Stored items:
# # #

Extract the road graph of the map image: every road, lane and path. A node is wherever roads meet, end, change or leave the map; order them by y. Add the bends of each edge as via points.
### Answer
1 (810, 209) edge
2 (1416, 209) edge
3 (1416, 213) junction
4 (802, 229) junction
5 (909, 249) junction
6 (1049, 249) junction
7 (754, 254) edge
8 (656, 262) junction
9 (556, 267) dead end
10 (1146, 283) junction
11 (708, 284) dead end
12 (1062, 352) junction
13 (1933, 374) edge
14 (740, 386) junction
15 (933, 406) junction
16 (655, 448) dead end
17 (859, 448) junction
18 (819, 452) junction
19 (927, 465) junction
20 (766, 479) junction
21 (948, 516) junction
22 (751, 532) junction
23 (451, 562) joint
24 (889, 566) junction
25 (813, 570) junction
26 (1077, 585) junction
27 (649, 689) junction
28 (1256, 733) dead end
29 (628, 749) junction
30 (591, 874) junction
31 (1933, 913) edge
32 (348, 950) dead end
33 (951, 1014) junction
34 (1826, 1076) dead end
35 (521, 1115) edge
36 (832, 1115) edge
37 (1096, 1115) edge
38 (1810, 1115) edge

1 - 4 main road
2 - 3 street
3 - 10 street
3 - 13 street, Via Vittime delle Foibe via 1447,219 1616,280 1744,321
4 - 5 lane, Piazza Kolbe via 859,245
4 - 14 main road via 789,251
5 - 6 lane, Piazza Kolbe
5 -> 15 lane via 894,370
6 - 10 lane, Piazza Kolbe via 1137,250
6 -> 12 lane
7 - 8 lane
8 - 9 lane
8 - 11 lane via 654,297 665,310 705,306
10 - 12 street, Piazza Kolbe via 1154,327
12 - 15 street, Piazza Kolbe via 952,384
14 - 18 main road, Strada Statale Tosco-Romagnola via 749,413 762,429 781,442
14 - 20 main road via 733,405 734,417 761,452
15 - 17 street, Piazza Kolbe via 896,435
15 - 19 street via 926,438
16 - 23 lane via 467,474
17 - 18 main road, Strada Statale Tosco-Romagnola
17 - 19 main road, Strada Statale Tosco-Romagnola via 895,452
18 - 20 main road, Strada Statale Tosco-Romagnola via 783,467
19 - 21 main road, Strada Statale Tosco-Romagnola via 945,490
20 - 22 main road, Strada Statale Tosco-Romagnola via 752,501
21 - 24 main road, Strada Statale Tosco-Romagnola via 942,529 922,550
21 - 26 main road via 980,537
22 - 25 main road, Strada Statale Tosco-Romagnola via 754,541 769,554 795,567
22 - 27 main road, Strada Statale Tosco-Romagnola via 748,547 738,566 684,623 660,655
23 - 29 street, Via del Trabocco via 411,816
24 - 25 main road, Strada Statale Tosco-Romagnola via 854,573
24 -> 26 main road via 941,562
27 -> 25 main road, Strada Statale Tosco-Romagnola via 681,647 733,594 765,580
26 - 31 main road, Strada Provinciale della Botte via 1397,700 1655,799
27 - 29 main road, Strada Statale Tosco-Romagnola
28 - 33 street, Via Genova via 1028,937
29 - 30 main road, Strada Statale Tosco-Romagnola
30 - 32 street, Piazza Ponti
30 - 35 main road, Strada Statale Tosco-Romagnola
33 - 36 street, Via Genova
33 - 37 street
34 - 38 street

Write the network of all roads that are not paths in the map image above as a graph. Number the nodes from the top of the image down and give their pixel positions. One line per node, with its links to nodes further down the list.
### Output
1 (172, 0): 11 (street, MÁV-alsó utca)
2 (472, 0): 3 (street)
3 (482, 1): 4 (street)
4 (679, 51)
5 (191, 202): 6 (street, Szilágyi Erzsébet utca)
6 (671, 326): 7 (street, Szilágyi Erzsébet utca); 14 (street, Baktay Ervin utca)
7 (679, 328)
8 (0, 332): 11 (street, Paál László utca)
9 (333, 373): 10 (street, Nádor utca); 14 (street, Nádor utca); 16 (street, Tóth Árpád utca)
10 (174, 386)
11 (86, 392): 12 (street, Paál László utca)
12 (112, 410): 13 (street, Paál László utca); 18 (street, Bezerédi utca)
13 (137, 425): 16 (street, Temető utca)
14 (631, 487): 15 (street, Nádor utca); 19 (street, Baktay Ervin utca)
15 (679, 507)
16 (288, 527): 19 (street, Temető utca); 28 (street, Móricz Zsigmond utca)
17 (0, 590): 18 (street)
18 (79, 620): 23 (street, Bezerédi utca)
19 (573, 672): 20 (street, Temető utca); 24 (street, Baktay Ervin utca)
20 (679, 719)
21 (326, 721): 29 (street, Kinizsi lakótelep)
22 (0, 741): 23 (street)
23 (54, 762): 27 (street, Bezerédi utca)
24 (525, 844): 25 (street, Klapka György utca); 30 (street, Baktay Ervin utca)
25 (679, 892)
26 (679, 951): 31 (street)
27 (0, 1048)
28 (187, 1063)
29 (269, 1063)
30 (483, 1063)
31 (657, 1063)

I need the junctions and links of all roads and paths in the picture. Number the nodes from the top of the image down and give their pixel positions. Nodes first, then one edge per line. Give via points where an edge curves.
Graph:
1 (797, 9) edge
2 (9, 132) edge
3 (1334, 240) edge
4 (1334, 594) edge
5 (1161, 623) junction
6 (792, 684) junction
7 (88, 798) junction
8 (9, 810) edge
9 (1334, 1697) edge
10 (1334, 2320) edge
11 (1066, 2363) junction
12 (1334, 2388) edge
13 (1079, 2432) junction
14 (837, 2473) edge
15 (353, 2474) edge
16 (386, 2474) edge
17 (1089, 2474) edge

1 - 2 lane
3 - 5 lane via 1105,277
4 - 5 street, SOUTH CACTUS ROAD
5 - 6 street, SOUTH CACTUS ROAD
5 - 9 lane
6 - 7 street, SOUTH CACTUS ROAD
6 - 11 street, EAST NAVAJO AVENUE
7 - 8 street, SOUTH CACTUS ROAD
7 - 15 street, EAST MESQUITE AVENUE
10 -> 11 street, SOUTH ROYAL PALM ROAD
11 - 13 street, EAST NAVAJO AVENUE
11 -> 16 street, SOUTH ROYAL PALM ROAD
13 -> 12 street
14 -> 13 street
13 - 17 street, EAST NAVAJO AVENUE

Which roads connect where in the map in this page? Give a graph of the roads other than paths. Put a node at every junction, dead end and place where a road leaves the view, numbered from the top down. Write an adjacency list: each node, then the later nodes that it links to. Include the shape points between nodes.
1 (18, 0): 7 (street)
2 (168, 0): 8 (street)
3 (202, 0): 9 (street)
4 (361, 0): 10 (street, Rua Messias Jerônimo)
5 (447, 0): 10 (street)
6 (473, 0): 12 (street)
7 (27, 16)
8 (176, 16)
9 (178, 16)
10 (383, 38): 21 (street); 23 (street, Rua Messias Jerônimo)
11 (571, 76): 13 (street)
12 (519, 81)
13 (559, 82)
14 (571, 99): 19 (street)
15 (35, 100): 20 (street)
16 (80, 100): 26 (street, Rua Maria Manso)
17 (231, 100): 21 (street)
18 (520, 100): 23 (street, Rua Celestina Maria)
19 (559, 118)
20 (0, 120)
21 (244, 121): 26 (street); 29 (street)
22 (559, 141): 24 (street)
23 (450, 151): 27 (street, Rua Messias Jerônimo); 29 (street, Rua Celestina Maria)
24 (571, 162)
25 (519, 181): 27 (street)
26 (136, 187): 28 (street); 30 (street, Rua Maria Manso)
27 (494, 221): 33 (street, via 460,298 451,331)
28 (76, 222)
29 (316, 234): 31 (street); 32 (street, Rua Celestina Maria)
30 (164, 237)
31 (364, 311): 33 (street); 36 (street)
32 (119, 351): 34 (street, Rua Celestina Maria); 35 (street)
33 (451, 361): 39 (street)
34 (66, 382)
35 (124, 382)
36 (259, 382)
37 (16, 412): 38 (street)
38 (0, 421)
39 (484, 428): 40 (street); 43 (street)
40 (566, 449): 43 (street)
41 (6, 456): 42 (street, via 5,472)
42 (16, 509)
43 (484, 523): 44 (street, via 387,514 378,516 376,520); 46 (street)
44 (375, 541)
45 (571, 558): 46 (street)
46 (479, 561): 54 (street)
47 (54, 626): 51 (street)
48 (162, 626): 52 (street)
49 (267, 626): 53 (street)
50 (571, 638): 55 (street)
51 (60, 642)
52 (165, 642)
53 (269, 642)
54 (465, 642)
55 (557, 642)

# # #

> _EXERCISE INSTRUCTIONS_
When a line of the entries above contains the word "every", include it in a tally, then give that tally alone.

> _TASK SOLUTION_
2